Rodriguez watched Fierro, who was placing a gloved hand on the close-cropped grass as a target for the young putters.

"I can't believe he came from one of the neighborhoods," Rodriguez said. "He looks sharp, clean-cut. I thought he came from a family with money."

Fierro is the first golf pro Rodriguez had ever met, although he used to watch Lee Trevino on television. "We told the kids about him . . . Super Mex," Rodriguez said. "And I look at TV now and there's Nancy Lopez.

"But there's not a lot of Mexicans playing golf. They never really thought of it. It takes money to even think of playing. Upstairs here, they have like a restaurant, and a soda with a cherry costs $3!"

For now, the youngsters in this program don't have to worry about the high cost of golf. The Ladies Professional Golf Assn., which is involved in parks and recreation programs, referred project director Garcia to a wholesaler, from which he was able to purchase bags, clubs and balls.

Fierro's strict upbringing insulated him from gangs. His father, a caddy, often took him to driving ranges.

"I was one of the lucky ones," said the club pro, who was on the golf team at Schurr High School in Montebello and then at Rio Hondo College in Whittier. "Growing up in this area, there's really nothing to do but get into trouble."

The designers of the program hope that Fierro, who lives near the Montebello course, becomes a role model for the youngsters.

"When I first started working with these youths, they didn't respond to me until I told them I was from East Los Angeles," Fierro said. "They now relate to me more and are more interested in learning.
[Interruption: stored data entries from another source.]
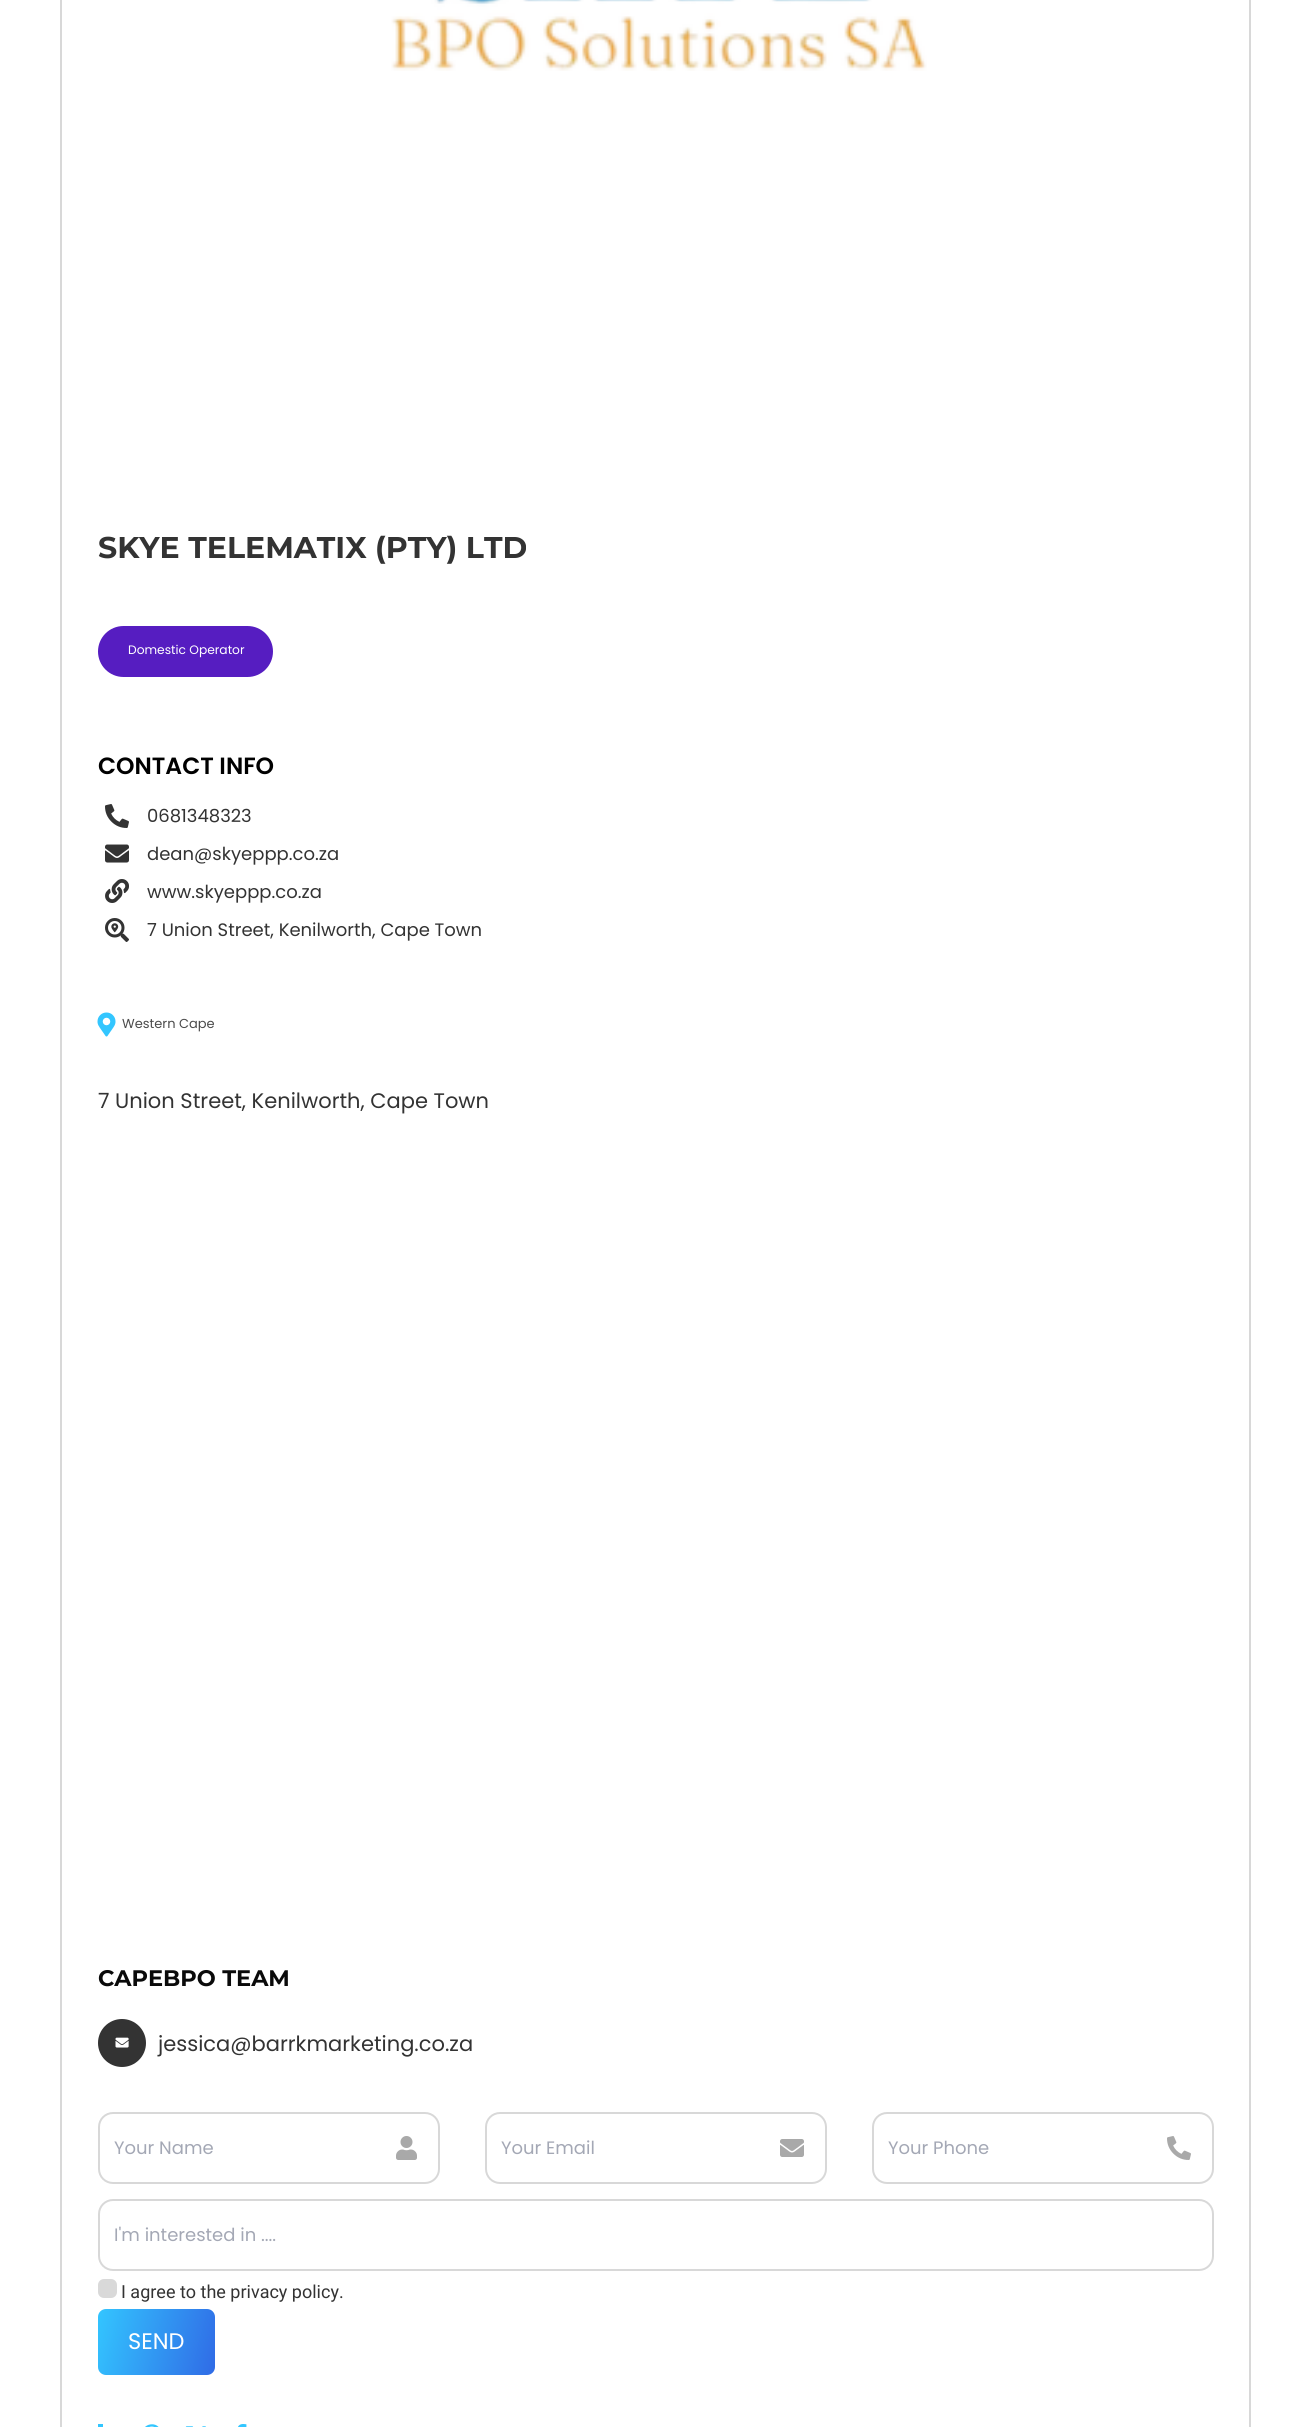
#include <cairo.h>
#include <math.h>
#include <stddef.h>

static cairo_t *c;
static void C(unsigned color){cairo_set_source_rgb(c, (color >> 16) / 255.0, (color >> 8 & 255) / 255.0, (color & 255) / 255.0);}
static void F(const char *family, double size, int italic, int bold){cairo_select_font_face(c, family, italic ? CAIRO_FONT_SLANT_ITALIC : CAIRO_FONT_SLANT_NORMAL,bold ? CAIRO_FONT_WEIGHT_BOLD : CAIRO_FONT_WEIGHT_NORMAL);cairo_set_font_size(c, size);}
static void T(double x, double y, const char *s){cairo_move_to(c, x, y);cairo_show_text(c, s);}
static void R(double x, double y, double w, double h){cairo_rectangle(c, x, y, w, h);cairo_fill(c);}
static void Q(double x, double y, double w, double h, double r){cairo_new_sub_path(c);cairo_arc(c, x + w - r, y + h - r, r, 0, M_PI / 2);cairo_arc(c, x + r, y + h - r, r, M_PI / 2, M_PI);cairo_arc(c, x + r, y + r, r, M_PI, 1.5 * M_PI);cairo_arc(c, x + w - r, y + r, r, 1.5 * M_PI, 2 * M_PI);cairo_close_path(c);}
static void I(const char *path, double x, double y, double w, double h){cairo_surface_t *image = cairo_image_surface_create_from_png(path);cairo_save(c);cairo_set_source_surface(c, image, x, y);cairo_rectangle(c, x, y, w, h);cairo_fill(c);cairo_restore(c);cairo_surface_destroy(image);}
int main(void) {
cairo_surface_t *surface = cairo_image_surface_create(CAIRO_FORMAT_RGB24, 1310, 2427);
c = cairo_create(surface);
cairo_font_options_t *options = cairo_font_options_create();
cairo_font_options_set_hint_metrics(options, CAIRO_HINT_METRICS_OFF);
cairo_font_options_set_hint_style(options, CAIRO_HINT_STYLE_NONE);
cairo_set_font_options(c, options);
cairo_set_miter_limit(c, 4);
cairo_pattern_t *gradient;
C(0xffffff);
cairo_paint(c);
cairo_rectangle(c,61,-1,1189,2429);
C(0xd8d8d8);
cairo_stroke(c);
I("1.png",391,0,536,71);
F("Montserrat",30,0,1);
C(0x333333);
T(98,558,"SKYE TELEMATIX (PTY) LTD");
C(0x561dc1);
Q(98,626,175,51,25.5);
cairo_fill(c);
F("Poppins",12.25,0,0);
C(0xffffff);
T(128,654,"Domestic Operator");
F("Poppins SemiBold",23.5,0,0);
C(0x000000);
T(98,774,"CONTACT INFO");
I("2.png",105,804,24,24);
F("Poppins",18,0,0);
C(0x333333);
T(147,822,"0681348323");
I("3.png",105,844,24,19);
T(147,860,"dean@skyeppp.co.za");
I("4.png",105,879,24,24);
T(147,898,"www.skyeppp.co.za");
I("5.png",105,918,24,24);
T(147,936,"7 Union Street, Kenilworth, Cape Town");
I("6.png",97,1012,19,25);
F("Poppins",13,0,0);
C(0x4a4a4a);
T(122,1028,"Western Cape");
F("Poppins",21,0,0);
C(0x333333);
T(98,1108,"7 Union Street, Kenilworth, Cape Town");
F("Montserrat",22.5,0,1);
C(0x0a0a0a);
T(98,1986,"CAPEBPO TEAM");
C(0x333333);
cairo_new_path(c);
cairo_arc(c,122,2043,24,0,2 * M_PI);
cairo_fill(c);
I("7.png",115,2037,14,11);
F("Poppins",21,0,0);
T(158,2051,"jessica@barrkmarketing.co.za");
Q(99,2113,340,70,14);
C(0xd8d8d8);
cairo_stroke(c);
F("Poppins",18,0,0);
C(0xa4a8b5);
T(114,2154,"Your Name");
I("8.png",396,2136,21,24);
Q(486,2113,340,70,14);
C(0xd8d8d8);
cairo_stroke(c);
C(0xa4a8b5);
T(501,2154,"Your Email");
I("9.png",780,2139,24,18);
Q(873,2113,340,70,14);
C(0xd8d8d8);
cairo_stroke(c);
C(0xa4a8b5);
T(888,2154,"Your Phone");
I("10.png",1167,2136,24,24);
Q(99,2200,1114,70,14);
C(0xd8d8d8);
cairo_stroke(c);
C(0xa4a8b5);
T(114,2241,"I'm interested in ....");
C(0xd9d9d9);
Q(98,2279,19,19,6);
cairo_fill(c);
F("Roboto",18,0,0);
C(0x333333);
T(121,2298,"I agree to the privacy policy.");
gradient = cairo_pattern_create_linear(93,2325,219,2358);
cairo_pattern_add_color_stop_rgba(gradient,0,0.2,0.776,1,1);
cairo_pattern_add_color_stop_rgba(gradient,1,0.188,0.42,0.902,1);
cairo_set_source(c,gradient);
cairo_pattern_destroy(gradient);
Q(98,2309,117,66,8);
cairo_fill(c);
F("Poppins",22.5,0,0);
C(0xffffff);
T(128,2349,"SEND");
C(0x33c6ff);
R(98,2424,5,3);
I("11.png",145,2424,14,3);
I("12.png",185,2426,21,1);
I("13.png",238,2424,9,3);
cairo_surface_write_to_png(surface, "o.png");
cairo_font_options_destroy(options);
cairo_destroy(c);
cairo_surface_destroy(surface);
return 0;
}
We're hoping to get some who like the game enough to take it up. Who knows, maybe someday one of them will turn professional too."

Eventually, Fierro said the 18 youngsters in the program will be sent out to play in foursomes with adults. "It can open a lot of doors for them," he said. "It has for me."

As he putted an orange ball, slender Sal Perez, 14, Rodriguez's grandson, said of golf, "I thought it was boring when I saw it on TV. But it's challenging."

He had a faint mustache and his pierced ears held earrings that glinted in the sun.

Between golf shots, Sal talked about his neighborhood: "Too much shooting over there. Can't be out at night. When it gets dark, they shoot. We go out in day, but they shoot people in the day, too."

After school, Sal likes to dance at his home in City Terrace, a hilly East L.A. section of decaying pastel homes, thick weeds, dirt yards, graffiti, American flags, dilapidated cars and trucks, crowing roosters, squawking chickens and large barking dogs.

A mural on the side of one of the barred houses depicts the rifle-toting Mexican revolutionary Zapata, who rebelled against poverty and political oppression. Zapata's words are written on the house: "It is better to die on my feet than to continue living on my knees."

"I'd rather dance than fight," Sal said as he walked in his neighborhood a few days after the visit to the golf course. He said his goal is to be a mechanic, preferably working on Porsches and Volkswagens.

As the lesson proceeded on that recent Wednesday afternoon, Fierro told his students, "Watch how the hill breaks."

Sal, Patricia and the others, as their shadows lengthened, finally began to get the hang of it. Balls started to rattle into cups. It was a pleasant sound, and it mixed with the sounds of the birds.

Before being driven back to their neighborhoods, the youngsters lingered a while in this place they had never expected to be, trying to sink more putts.

They were happy and, like so many would-be golfers before them, hooked.